Mas é engano pensar que a violência à qual me refiro tem sempre como responsável alguém do gênero oposto… Na área de família, na qual atuo, é possível mencionar muitos episódios em que a violência “de gênero” é praticada por outra mulher. Não é difícil compreender isto: o comportamento das pessoas é regido por sua visão de mundo, e culturas machistas geram condutas machistas, não importando se você é mulher ou homem.

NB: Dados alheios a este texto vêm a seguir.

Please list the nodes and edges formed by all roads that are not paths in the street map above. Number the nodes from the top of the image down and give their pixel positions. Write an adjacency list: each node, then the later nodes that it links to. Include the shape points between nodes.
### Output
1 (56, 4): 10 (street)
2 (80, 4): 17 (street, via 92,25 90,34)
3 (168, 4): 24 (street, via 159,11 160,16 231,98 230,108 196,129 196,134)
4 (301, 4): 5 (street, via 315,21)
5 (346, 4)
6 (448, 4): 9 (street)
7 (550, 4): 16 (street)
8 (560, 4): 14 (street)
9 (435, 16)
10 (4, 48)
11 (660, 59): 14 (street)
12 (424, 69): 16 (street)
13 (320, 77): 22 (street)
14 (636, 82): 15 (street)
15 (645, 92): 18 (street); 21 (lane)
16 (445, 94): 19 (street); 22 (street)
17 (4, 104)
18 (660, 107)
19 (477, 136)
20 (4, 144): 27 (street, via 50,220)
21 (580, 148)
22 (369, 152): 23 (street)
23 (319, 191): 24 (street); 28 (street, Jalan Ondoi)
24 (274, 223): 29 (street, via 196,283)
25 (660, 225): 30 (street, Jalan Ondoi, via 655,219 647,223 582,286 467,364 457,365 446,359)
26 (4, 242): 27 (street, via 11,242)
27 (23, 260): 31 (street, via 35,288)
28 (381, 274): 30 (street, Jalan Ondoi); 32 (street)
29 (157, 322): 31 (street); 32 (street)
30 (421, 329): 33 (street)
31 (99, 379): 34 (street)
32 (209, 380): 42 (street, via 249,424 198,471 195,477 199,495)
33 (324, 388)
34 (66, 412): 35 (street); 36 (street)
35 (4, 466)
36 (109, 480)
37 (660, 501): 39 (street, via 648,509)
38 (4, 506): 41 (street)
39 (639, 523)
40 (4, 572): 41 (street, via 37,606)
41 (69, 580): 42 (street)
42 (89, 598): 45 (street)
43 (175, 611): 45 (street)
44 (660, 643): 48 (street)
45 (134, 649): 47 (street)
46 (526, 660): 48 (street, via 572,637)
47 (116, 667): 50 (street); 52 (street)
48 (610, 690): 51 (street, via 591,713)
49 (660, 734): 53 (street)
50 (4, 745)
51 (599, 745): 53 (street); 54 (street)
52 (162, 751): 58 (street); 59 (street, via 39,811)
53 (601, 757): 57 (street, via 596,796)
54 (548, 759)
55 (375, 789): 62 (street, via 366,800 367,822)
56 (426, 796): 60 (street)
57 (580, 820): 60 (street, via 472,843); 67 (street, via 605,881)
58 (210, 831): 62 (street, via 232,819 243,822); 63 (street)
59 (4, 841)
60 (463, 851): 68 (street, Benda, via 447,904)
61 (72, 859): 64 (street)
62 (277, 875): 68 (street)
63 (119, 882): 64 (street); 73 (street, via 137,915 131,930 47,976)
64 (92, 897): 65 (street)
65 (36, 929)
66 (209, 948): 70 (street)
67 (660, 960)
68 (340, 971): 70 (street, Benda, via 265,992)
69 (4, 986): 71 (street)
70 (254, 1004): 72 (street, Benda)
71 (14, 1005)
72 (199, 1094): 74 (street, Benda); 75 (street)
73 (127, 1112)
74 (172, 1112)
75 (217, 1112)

A cultura nos atravessa de tal modo que, salvo quando contrastada com outra (por exemplo: quando viajamos para outro país com padrões distintos dos nossos), não nos damos conta do quanto nos afeta. Quando digo à minha esposa que vou “ajudá-la na arrumação da casa”, talvez esteja assumindo a premissa de que “arrumar a casa” seja obrigação “dela”, e não de ambos. Ora, há bastante tempo as mulheres disputam o mercado de trabalho com os homens. Se antes era possível vê-las como responsáveis exclusivas pela dinâmica da casa e da família, atualmente essa ideia não se sustenta. Até que ponto isso mudou na mente das pessoas (esqueça o discurso que possam ter; atenha-se ao comportamento)?…

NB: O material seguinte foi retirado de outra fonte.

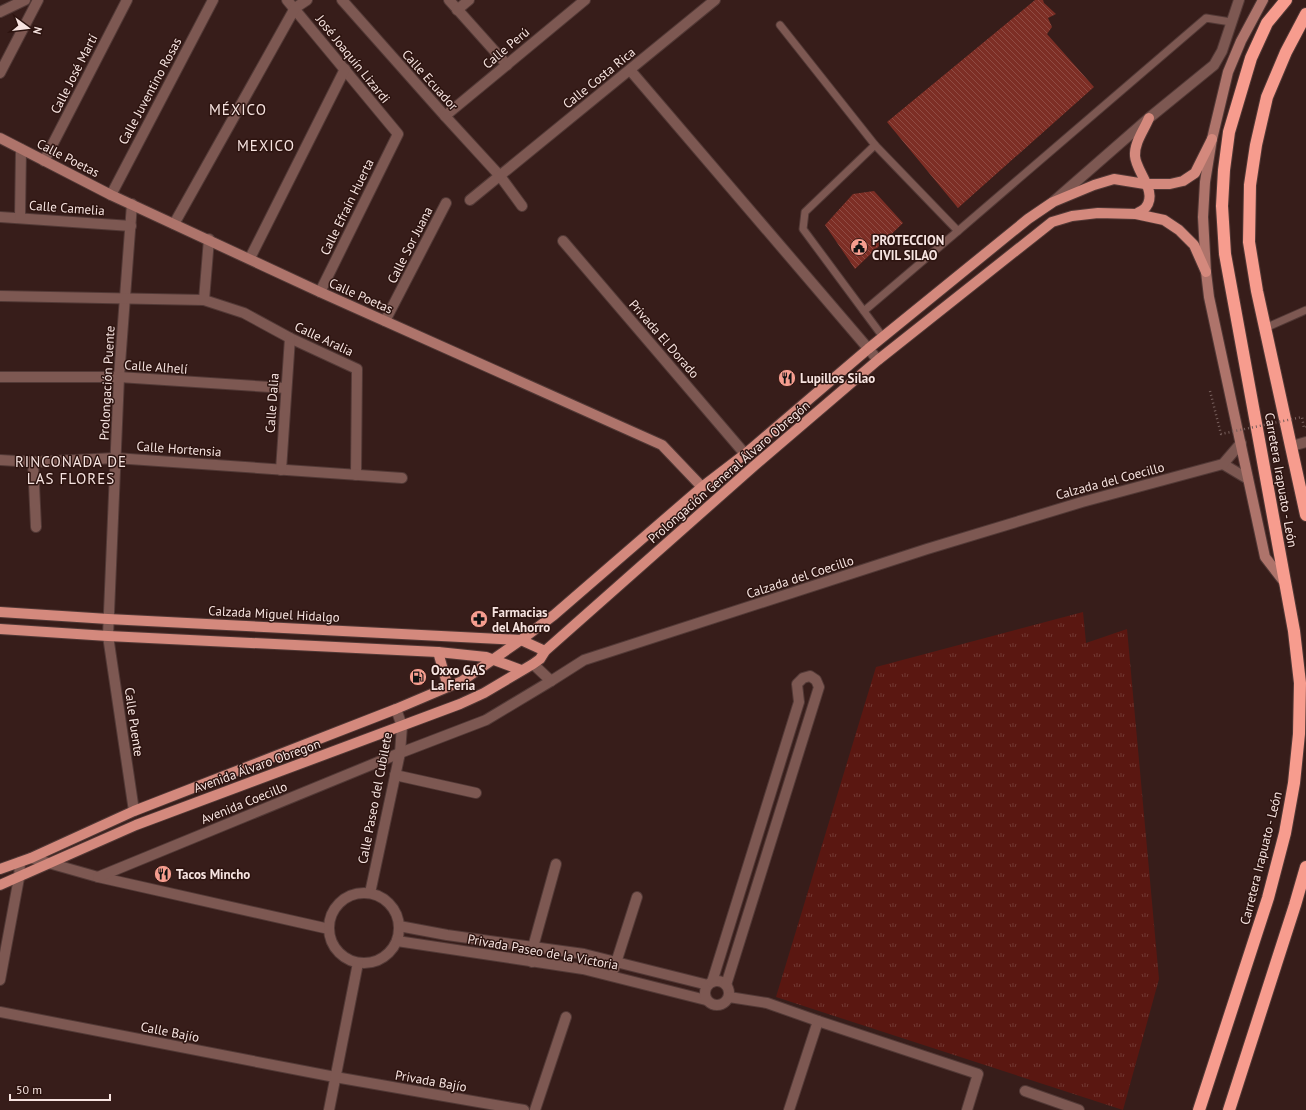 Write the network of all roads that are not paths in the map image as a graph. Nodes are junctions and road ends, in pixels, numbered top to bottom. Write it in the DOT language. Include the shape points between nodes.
graph roads {
  1 [pos="25,0"];
  2 [pos="38,0"];
  3 [pos="127,0"];
  4 [pos="213,0"];
  5 [pos="287,0"];
  6 [pos="307,0"];
  7 [pos="342,0"];
  8 [pos="449,0"];
  9 [pos="469,0"];
  10 [pos="585,0"];
  11 [pos="715,0"];
  12 [pos="1240,0"];
  13 [pos="1262,0"];
  14 [pos="1286,0"];
  15 [pos="295,8"];
  16 [pos="457,10"];
  17 [pos="0,12"];
  18 [pos="1306,14"];
  19 [pos="1231,22"];
  20 [pos="780,25"];
  21 [pos="507,65"];
  22 [pos="345,69"];
  23 [pos="630,70"];
  24 [pos="0,73"];
  25 [pos="445,116"];
  26 [pos="1149,118"];
  27 [pos="398,134"];
  28 [pos="0,138"];
  29 [pos="1212,140"];
  30 [pos="876,145"];
  31 [pos="21,149"];
  32 [pos="44,161"];
  33 [pos="500,176"];
  34 [pos="1146,184"];
  35 [pos="111,195"];
  36 [pos="470,200"];
  37 [pos="1053,202"];
  38 [pos="446,203"];
  39 [pos="132,204"];
  40 [pos="522,206"];
  41 [pos="1136,214"];
  42 [pos="0,217"];
  43 [pos="20,218"];
  44 [pos="174,224"];
  45 [pos="131,226"];
  46 [pos="958,232"];
  47 [pos="209,239"];
  48 [pos="563,241"];
  49 [pos="250,258"];
  50 [pos="1206,272"];
  51 [pos="320,292"];
  52 [pos="0,296"];
  53 [pos="125,298"];
  54 [pos="204,300"];
  55 [pos="1306,310"];
  56 [pos="864,311"];
  57 [pos="385,321"];
  58 [pos="1265,328"];
  59 [pos="883,337"];
  60 [pos="290,338"];
  61 [pos="868,350"];
  62 [pos="878,360"];
  63 [pos="0,377"];
  64 [pos="119,377"];
  65 [pos="286,388"];
  66 [pos="1306,442"];
  67 [pos="1241,443"];
  68 [pos="1292,446"];
  69 [pos="745,454"];
  70 [pos="116,458"];
  71 [pos="0,460"];
  72 [pos="34,462"];
  73 [pos="1223,464"];
  74 [pos="281,470"];
  75 [pos="356,475"];
  76 [pos="402,478"];
  77 [pos="1248,479"];
  78 [pos="702,487"];
  79 [pos="1306,514"];
  80 [pos="36,526"];
  81 [pos="1285,583"];
  82 [pos="0,612"];
  83 [pos="108,619"];
  84 [pos="0,629"];
  85 [pos="108,636"];
  86 [pos="521,640"];
  87 [pos="545,651"];
  88 [pos="438,652"];
  89 [pos="492,659"];
  90 [pos="533,664"];
  91 [pos="521,670"];
  92 [pos="551,681"];
  93 [pos="448,687"];
  94 [pos="396,709"];
  95 [pos="402,726"];
  96 [pos="400,753"];
  97 [pos="395,775"];
  98 [pos="476,792"];
  99 [pos="134,811"];
  100 [pos="754,847"];
  101 [pos="768,851"];
  102 [pos="31,858"];
  103 [pos="20,862"];
  104 [pos="48,864"];
  105 [pos="556,864"];
  106 [pos="1306,867"];
  107 [pos="0,870"];
  108 [pos="98,877"];
  109 [pos="19,878"];
  110 [pos="0,885"];
  111 [pos="370,893"];
  112 [pos="638,897"];
  113 [pos="399,926"];
  114 [pos="329,929"];
  115 [pos="397,941"];
  116 [pos="533,947"];
  117 [pos="532,962"];
  118 [pos="615,962"];
  119 [pos="358,963"];
  120 [pos="612,976"];
  121 [pos="0,980"];
  122 [pos="710,983"];
  123 [pos="726,985"];
  124 [pos="728,997"];
  125 [pos="706,1000"];
  126 [pos="0,1012"];
  127 [pos="566,1017"];
  128 [pos="818,1021"];
  129 [pos="335,1077"];
  130 [pos="1025,1092"];
  131 [pos="329,1110"];
  132 [pos="524,1110"];
  133 [pos="535,1110"];
  134 [pos="789,1110"];
  135 [pos="967,1110"];
  136 [pos="1079,1110"];
  137 [pos="1199,1110"];
  138 [pos="1229,1110"];
  1 -- 17 [label="street"];
  2 -- 24 [label="street"];
  3 -- 32 [label="street, Calle José Martí"];
  4 -- 35 [label="street, Calle Juventino Rosas"];
  5 -- 15 [label="street, José Joaquín Lizardi"];
  6 -- 15 [label="street"];
  7 -- 25 [label="street, Calle Ecuador"];
  8 -- 16 [label="street"];
  9 -- 16 [label="street"];
  10 -- 21 [label="street, Calle Perú"];
  11 -- 23 [label="street, Calle Costa Rica"];
  12 -- 19 [label="street"];
  13 -- 29 [label="street" via="1228,72"];
  14 -- 81 [label="highway, Carretera Irapuato - León" via="1267,23 1251,58 1240,93 1229,132 1222,206 1225,254"];
  15 -- 22 [label="street, José Joaquín Lizardi"];
  15 -- 44 [label="street"];
  16 -- 21 [label="street"];
  18 -- 58 [label="highway, Carretera Irapuato - León" via="1267,97 1250,185 1249,242"];
  19 -- 26 [label="street" via="1222,51 1214,65"];
  19 -- 46 [label="lane" via="1206,18"];
  20 -- 30 [label="lane"];
  21 -- 25 [label="street, Calle Perú"];
  22 -- 27 [label="street, José Joaquín Lizardi"];
  22 -- 49 [label="street"];
  23 -- 33 [label="street, Calle Costa Rica"];
  23 -- 61 [label="street"];
  25 -- 33 [label="street, Calle Ecuador"];
  26 -- 34 [label="main road" via="1136,144 1135,157"];
  26 -- 37 [label="street"];
  27 -- 51 [label="street, Calle Efraín Huerta"];
  28 -- 31 [label="street, Calle Poetas"];
  29 -- 34 [label="main road, Prolongación General Álvaro Obregón" via="1195,173 1183,181 1170,184"];
  29 -- 50 [label="street" via="1204,182"];
  30 -- 46 [label="lane"];
  30 -- 56 [label="lane" via="805,212 803,229"];
  31 -- 32 [label="street, Calle Poetas"];
  31 -- 43 [label="street"];
  32 -- 35 [label="street, Calle Poetas"];
  33 -- 36 [label="street, Calle Costa Rica"];
  33 -- 40 [label="street, Calle Ecuador"];
  34 -- 37 [label="main road, Prolongación General Álvaro Obregón" via="1114,179"];
  34 -- 41 [label="main road" via="1149,198 1146,207"];
  35 -- 39 [label="street, Calle Poetas"];
  37 -- 59 [label="main road, Prolongación General Álvaro Obregón" via="1028,219"];
  38 -- 57 [label="street, Calle Sor Juana"];
  39 -- 44 [label="street, Calle Poetas"];
  39 -- 45 [label="street, Prolongación Puente"];
  41 -- 50 [label="main road" via="1164,220 1179,230 1194,245"];
  41 -- 62 [label="main road, Prolongación General Álvaro Obregón" via="1098,213 1072,216 1052,222"];
  42 -- 43 [label="street, Calle Camelia"];
  43 -- 45 [label="street, Calle Camelia"];
  44 -- 47 [label="street, Calle Poetas"];
  45 -- 53 [label="street, Prolongación Puente"];
  46 -- 56 [label="lane"];
  47 -- 49 [label="street, Calle Poetas"];
  47 -- 54 [label="street"];
  48 -- 69 [label="street, Privada El Dorado"];
  49 -- 51 [label="street, Calle Poetas"];
  50 -- 67 [label="street" via="1216,334"];
  51 -- 57 [label="street, Calle Poetas"];
  52 -- 53 [label="street, Calle Aralia"];
  53 -- 54 [label="street, Calle Aralia"];
  53 -- 64 [label="street, Prolongación Puente"];
  54 -- 60 [label="street, Calle Aralia" via="244,313"];
  55 -- 58 [label="lane"];
  56 -- 59 [label="lane"];
  57 -- 78 [label="street, Calle Poetas" via="662,445"];
  58 -- 68 [label="highway, Carretera Irapuato - León"];
  59 -- 61 [label="main road, Prolongación General Álvaro Obregón"];
  60 -- 65 [label="street, Calle Dalia"];
  60 -- 75 [label="street, Calle Aralia" via="358,369"];
  61 -- 62 [label="street"];
  61 -- 69 [label="main road, Prolongación General Álvaro Obregón"];
  62 -- 87 [label="main road, Prolongación General Álvaro Obregón"];
  63 -- 64 [label="street, Calle Alhelí"];
  64 -- 65 [label="street, Calle Alhelí"];
  64 -- 70 [label="street, Prolongación Puente"];
  65 -- 74 [label="street, Calle Dalia"];
  66 -- 68 [label="street"];
  67 -- 73 [label="street"];
  67 -- 77 [label="street"];
  68 -- 79 [label="highway, Carretera Irapuato - León"];
  69 -- 78 [label="main road, Prolongación General Álvaro Obregón"];
  70 -- 72 [label="street, Calle Hortensia"];
  70 -- 74 [label="street, Calle Hortensia"];
  70 -- 83 [label="street, Prolongación Puente"];
  71 -- 72 [label="street, Calle Hortensia"];
  72 -- 80 [label="street"];
  73 -- 77 [label="street"];
  73 -- 92 [label="street, Calzada del Coecillo" via="1082,502 912,554 584,660"];
  74 -- 75 [label="street, Calle Hortensia"];
  75 -- 76 [label="street, Calle Hortensia"];
  77 -- 81 [label="street" via="1265,557"];
  78 -- 86 [label="main road, Prolongación General Álvaro Obregón"];
  81 -- 137 [label="highway, Carretera Irapuato - León" via="1300,683 1299,734 1294,783 1285,833 1268,898"];
  82 -- 83 [label="main road, Calzada Miguel Hidalgo"];
  83 -- 85 [label="street, Prolongación Puente"];
  83 -- 86 [label="main road, Calzada Miguel Hidalgo"];
  84 -- 85 [label="main road"];
  85 -- 88 [label="main road"];
  85 -- 99 [label="street, Calle Puente"];
  86 -- 87 [label="main road, Calzada Miguel Hidalgo"];
  86 -- 89 [label="main road, Prolongación General Álvaro Obregón"];
  87 -- 90 [label="main road, Prolongación General Álvaro Obregón"];
  88 -- 89 [label="main road"];
  88 -- 93 [label="main road"];
  89 -- 91 [label="main road"];
  89 -- 93 [label="main road, Avenida Álvaro Obregon" via="462,681"];
  90 -- 91 [label="main road, Prolongación General Álvaro Obregón"];
  90 -- 92 [label="street"];
  91 -- 95 [label="main road, Avenida Álvaro Obregon" via="484,693"];
  92 -- 96 [label="street, Calzada del Coecillo" via="486,720"];
  93 -- 94 [label="main road, Avenida Álvaro Obregon"];
  94 -- 95 [label="street, Calle Paseo del Cubilete"];
  94 -- 99 [label="main road, Avenida Álvaro Obregon"];
  95 -- 96 [label="street, Calle Paseo del Cubilete"];
  95 -- 104 [label="main road, Avenida Álvaro Obregon" via="136,825"];
  96 -- 97 [label="street, Calle Paseo del Cubilete"];
  96 -- 108 [label="street, Avenida Coecillo"];
  97 -- 98 [label="street"];
  97 -- 111 [label="street, Calle Paseo del Cubilete"];
  99 -- 102 [label="main road, Avenida Álvaro Obregon"];
  100 -- 101 [label="street"];
  100 -- 101 [label="street" via="799,702 797,684 810,676 816,680 819,687"];
  100 -- 122 [label="street"];
  101 -- 123 [label="street"];
  102 -- 103 [label="main road, Avenida Álvaro Obregon"];
  102 -- 104 [label="street"];
  103 -- 107 [label="main road, Avenida Álvaro Obregon"];
  103 -- 109 [label="street"];
  104 -- 108 [label="street"];
  104 -- 109 [label="main road, Avenida Álvaro Obregon"];
  105 -- 116 [label="street"];
  106 -- 138 [label="highway"];
  108 -- 114 [label="street"];
  109 -- 110 [label="main road, Avenida Álvaro Obregon"];
  109 -- 121 [label="street"];
  111 -- 113 [label="street" via="390,904 397,915"];
  111 -- 114 [label="street" via="357,893 345,898 336,906"];
  112 -- 118 [label="street"];
  113 -- 115 [label="street"];
  113 -- 116 [label="street, Privada Paseo de la Victoria"];
  114 -- 119 [label="street" via="334,946 344,957"];
  115 -- 117 [label="street, Privada Paseo de la Victoria"];
  115 -- 119 [label="street" via="381,959 370,963"];
  116 -- 117 [label="street"];
  116 -- 118 [label="street, Privada Paseo de la Victoria" via="584,954"];
  117 -- 120 [label="street, Privada Paseo de la Victoria"];
  118 -- 120 [label="street"];
  118 -- 122 [label="street, Privada Paseo de la Victoria"];
  119 -- 129 [label="street"];
  120 -- 125 [label="street, Privada Paseo de la Victoria"];
  122 -- 123 [label="street" via="720,981"];
  122 -- 125 [label="street" via="705,990"];
  123 -- 124 [label="street"];
  124 -- 125 [label="street" via="725,1003 718,1006 711,1005"];
  124 -- 128 [label="street" via="767,1002"];
  126 -- 129 [label="street, Calle Bajío"];
  127 -- 133 [label="street"];
  128 -- 134 [label="street"];
  128 -- 135 [label="street" via="978,1074"];
  129 -- 131 [label="street"];
  129 -- 132 [label="street, Privada Bajío"];
  130 -- 136 [label="street"];
}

Mas o machismo vai além, mostrando-se presente na patente desvalorização da força de trabalho feminina, que serve como prova de que, embora a lei seja importante ferramenta de combate a esse tipo de discriminação, na prática ela acaba tendo parte de seus efeitos driblados pela cultura estabelecida.

A luta da mulher pela conquista de espaço é muitas vezes usada como argumento contra ela própria: “Você não pediu por isso? Agora, aguente o fardo!” Na verdade, argumento grosseiro, na medida em que oculta a ideia de que, se a mulher passa a ocupar maior espaço no mercado de trabalho, cabe ao homem assumir parcela do fardo anteriormente reservado a ela, qual seja, os afazeres com a casa e os filhos. A luta pela igualdade produz necessariamente uma via de mão dupla, mesmo que seja protagonizada por um dos lados.

Nas disputas de família, pode ocorrer que temas envolvendo partilha de bens, guarda de filhos ou alimentos sejam tratados de forma enviesada, comprometendo o alcance de um possível equilíbrio de interesses. Zelar pela família é dever de todos, e, num cenário de conflito, você precisa se cercar de profissionais que tenham essa consciência.

Seja contratando advogado, seja um mediador, caberá a ele atuar como catalisador de uma comunicação saudável entre os envolvidos, atento a um senso de justiça, que apenas pode existir numa perspectiva igualitária.